WHAT IS NEEDED: Show each line of the listing in which the word "main" occurs.

RECORDS PROVIDED:
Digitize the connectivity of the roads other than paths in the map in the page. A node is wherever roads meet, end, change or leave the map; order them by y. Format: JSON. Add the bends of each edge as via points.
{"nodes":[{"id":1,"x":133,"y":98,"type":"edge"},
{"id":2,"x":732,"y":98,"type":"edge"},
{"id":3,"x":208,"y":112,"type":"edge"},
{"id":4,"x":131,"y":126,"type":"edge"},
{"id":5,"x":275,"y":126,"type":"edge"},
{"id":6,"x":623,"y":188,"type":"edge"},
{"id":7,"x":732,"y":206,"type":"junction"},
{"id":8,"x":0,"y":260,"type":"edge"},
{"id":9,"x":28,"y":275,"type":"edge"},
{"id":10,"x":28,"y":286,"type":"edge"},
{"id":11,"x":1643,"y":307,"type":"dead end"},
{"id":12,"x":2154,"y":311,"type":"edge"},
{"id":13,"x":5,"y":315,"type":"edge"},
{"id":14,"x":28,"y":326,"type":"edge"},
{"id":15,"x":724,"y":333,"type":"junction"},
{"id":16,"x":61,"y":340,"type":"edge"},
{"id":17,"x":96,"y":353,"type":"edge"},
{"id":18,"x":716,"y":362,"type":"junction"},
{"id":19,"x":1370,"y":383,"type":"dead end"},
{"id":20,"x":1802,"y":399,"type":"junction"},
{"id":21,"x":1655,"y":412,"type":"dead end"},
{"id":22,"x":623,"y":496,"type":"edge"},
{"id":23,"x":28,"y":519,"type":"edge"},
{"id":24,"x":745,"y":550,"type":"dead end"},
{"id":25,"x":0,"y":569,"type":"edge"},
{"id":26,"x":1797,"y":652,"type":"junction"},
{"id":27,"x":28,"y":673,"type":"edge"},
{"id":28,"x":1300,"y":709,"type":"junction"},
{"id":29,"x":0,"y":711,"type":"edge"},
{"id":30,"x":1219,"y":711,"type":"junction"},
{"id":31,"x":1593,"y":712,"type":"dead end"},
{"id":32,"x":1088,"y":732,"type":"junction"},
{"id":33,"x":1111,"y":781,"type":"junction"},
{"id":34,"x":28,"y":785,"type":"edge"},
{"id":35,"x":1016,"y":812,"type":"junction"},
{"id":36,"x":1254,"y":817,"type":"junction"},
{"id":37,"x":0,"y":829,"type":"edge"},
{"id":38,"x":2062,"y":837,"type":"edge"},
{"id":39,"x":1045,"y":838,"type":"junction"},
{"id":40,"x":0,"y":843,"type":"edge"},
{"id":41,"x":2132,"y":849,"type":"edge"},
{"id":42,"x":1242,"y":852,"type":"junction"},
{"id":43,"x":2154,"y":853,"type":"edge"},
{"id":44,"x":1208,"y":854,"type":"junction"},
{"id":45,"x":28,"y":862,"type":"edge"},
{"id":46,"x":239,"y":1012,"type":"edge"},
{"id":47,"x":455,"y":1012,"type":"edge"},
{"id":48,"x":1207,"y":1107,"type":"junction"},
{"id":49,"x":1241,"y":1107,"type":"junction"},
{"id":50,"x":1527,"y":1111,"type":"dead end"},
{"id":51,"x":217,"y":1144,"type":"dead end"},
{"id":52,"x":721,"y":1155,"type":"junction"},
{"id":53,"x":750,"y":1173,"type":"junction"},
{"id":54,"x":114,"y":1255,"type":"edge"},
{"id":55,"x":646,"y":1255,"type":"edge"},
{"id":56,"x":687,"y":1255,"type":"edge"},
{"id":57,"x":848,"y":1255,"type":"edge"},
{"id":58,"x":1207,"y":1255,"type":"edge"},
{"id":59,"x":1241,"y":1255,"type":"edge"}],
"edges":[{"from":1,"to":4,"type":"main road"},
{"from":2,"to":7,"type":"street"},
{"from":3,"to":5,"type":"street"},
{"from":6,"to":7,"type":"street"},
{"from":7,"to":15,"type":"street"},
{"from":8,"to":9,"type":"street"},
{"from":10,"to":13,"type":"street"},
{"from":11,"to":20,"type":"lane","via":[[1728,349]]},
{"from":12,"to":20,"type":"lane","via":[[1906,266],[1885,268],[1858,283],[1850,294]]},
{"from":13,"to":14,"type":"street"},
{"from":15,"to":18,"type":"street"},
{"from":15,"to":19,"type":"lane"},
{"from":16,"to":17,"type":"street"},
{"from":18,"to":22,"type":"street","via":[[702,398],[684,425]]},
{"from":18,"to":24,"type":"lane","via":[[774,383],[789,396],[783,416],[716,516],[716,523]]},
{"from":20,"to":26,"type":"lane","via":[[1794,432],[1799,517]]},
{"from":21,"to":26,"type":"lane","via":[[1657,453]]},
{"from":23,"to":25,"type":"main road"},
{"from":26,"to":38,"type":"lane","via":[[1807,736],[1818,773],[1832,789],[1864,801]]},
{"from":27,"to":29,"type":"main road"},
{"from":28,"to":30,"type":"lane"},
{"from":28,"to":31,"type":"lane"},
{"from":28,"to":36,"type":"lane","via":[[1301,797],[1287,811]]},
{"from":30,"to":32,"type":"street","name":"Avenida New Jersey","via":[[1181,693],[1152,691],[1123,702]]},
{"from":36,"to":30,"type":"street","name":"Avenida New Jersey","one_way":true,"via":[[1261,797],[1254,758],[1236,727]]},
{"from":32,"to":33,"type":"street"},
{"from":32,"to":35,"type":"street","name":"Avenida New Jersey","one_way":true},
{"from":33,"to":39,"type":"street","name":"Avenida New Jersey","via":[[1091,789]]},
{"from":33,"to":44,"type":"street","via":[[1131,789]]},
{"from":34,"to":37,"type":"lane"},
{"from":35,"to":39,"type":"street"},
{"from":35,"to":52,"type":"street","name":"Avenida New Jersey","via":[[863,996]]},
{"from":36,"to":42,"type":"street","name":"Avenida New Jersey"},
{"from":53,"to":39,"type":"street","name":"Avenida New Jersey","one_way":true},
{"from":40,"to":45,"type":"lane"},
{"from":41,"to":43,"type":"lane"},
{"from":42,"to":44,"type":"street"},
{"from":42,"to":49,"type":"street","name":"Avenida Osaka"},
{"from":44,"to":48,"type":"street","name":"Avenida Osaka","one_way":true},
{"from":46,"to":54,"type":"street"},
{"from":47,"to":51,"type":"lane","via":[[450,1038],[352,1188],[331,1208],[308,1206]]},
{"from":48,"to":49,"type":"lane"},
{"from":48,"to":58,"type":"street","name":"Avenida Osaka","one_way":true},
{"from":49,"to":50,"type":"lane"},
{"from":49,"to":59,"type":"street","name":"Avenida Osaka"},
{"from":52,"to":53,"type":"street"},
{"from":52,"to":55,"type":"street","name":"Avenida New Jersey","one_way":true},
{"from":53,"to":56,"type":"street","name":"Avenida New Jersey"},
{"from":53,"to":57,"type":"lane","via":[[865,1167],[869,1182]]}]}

OUTPUT OF THE TASK:
"edges":[{"from":1,"to":4,"type":"main road"},
{"from":23,"to":25,"type":"main road"},
{"from":27,"to":29,"type":"main road"},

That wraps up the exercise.